**The problem**
Only the lines with the string "Dale" are needed; return each of them from the entries below.

== Material for this task ==

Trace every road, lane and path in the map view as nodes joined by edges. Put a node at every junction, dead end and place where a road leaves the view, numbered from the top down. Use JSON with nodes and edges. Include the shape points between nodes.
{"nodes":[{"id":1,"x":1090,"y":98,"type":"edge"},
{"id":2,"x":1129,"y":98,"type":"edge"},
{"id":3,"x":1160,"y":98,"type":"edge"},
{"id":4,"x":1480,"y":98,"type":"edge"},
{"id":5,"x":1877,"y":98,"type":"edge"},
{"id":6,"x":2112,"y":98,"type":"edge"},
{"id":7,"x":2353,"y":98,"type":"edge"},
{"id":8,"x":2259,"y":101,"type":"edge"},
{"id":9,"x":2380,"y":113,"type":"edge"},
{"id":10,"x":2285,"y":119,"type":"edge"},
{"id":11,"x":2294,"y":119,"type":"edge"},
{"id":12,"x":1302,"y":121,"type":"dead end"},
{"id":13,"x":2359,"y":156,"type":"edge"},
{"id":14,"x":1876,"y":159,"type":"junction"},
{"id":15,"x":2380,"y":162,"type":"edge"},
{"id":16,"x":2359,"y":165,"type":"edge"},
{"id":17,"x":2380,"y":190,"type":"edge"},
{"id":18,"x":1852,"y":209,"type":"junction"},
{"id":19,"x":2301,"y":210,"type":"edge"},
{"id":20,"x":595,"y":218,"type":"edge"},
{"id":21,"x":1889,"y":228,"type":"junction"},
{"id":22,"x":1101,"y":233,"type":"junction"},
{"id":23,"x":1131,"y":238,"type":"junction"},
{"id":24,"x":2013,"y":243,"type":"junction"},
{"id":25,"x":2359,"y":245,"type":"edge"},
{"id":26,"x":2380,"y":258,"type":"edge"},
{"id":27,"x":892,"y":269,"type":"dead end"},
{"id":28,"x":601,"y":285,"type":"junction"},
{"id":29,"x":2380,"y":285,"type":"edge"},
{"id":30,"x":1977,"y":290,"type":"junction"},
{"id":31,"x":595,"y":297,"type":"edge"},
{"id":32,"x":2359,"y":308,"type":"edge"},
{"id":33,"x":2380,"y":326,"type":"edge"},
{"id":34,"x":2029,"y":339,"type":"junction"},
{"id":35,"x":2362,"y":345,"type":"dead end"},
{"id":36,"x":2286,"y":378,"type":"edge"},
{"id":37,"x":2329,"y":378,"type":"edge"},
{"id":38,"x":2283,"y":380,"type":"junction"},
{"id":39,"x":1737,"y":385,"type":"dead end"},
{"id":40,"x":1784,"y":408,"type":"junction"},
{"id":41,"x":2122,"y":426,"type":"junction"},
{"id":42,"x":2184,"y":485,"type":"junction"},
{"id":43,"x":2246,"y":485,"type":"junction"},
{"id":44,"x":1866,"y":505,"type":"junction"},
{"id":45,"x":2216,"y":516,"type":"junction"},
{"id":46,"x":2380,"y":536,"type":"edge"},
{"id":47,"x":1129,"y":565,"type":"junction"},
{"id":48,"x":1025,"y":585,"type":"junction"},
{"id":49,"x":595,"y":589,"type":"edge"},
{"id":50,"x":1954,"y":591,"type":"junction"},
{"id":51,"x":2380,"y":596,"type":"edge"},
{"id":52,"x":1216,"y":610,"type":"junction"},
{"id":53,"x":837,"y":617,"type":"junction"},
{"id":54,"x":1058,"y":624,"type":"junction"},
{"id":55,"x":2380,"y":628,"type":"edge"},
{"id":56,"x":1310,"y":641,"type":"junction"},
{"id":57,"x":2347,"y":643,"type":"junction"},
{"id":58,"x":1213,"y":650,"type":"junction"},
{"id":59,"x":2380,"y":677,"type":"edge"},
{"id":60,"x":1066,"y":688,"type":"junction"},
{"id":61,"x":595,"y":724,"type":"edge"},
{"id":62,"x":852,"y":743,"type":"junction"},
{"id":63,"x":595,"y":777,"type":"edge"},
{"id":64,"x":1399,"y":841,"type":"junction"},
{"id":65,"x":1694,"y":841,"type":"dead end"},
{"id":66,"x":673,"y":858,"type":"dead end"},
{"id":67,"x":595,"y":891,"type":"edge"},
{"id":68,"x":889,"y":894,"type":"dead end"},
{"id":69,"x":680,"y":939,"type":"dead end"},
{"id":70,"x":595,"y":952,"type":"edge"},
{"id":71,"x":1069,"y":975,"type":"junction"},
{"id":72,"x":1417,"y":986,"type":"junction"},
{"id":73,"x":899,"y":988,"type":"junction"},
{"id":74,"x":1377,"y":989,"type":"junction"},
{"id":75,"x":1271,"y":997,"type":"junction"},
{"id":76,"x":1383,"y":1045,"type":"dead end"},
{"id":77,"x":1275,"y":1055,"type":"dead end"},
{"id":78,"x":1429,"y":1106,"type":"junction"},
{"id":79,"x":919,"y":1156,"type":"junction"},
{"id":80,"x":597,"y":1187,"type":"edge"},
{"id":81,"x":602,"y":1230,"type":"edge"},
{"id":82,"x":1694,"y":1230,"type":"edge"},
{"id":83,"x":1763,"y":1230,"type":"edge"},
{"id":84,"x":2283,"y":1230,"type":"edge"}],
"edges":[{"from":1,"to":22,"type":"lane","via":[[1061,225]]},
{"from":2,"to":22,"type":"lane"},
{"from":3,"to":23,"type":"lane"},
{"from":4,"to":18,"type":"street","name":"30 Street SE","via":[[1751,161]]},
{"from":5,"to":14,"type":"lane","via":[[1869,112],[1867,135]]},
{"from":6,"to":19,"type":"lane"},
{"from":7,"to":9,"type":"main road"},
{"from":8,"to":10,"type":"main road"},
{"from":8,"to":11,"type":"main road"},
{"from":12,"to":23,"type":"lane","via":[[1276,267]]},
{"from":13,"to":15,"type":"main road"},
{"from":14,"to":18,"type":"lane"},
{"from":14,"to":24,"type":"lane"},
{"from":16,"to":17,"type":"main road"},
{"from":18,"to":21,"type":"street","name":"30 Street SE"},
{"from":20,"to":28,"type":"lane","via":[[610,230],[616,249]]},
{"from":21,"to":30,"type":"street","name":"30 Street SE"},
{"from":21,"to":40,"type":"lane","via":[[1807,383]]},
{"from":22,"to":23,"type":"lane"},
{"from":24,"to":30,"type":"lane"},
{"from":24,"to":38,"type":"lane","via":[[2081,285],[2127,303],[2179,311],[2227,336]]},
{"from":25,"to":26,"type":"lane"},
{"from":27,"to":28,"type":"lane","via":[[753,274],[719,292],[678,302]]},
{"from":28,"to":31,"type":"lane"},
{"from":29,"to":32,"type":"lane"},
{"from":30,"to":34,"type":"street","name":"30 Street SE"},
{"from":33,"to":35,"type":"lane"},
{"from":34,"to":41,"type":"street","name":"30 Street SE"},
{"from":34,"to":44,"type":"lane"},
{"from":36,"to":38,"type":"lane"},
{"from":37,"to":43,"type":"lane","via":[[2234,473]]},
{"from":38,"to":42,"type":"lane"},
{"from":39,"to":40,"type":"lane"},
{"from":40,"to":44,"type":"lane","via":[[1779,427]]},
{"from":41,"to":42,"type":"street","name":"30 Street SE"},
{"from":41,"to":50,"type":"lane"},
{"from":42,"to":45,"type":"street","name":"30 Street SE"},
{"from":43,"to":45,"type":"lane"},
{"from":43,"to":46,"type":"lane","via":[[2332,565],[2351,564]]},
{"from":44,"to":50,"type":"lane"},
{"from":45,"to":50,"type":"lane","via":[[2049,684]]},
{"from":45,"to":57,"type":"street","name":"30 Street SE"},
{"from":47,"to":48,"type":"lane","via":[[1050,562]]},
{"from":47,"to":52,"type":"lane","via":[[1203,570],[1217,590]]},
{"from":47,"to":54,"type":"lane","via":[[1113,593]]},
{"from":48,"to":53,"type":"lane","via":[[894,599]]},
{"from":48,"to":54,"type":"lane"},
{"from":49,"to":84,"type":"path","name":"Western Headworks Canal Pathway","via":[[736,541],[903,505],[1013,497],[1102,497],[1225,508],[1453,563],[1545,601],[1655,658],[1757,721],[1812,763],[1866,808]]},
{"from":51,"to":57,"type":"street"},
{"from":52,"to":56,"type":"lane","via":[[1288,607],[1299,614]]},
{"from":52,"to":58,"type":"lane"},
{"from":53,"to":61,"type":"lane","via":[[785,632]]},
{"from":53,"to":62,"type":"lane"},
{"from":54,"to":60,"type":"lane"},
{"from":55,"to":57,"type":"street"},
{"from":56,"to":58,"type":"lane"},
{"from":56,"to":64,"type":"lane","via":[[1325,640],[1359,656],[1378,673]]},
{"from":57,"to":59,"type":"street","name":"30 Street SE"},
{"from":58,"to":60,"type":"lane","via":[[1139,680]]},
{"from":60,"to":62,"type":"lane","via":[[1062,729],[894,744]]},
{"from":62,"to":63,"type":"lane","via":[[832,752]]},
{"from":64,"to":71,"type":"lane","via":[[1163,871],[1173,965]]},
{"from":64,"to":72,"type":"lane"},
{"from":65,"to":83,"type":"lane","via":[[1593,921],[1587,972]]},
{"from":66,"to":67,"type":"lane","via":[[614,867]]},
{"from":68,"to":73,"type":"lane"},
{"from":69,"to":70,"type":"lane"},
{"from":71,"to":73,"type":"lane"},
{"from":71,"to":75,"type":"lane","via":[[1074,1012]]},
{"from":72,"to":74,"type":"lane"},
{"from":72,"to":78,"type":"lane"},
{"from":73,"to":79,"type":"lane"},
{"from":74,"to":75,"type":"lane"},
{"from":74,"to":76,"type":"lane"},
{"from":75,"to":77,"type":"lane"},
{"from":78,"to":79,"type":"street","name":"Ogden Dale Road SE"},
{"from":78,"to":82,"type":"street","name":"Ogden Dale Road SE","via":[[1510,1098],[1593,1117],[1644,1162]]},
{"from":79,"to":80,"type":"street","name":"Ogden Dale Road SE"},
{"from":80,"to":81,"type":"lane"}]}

===

**Answer section**
{"from":78,"to":79,"type":"street","name":"Ogden Dale Road SE"},
{"from":78,"to":82,"type":"street","name":"Ogden Dale Road SE","via":[[1510,1098],[1593,1117],[1644,1162]]},
{"from":79,"to":80,"type":"street","name":"Ogden Dale Road SE"},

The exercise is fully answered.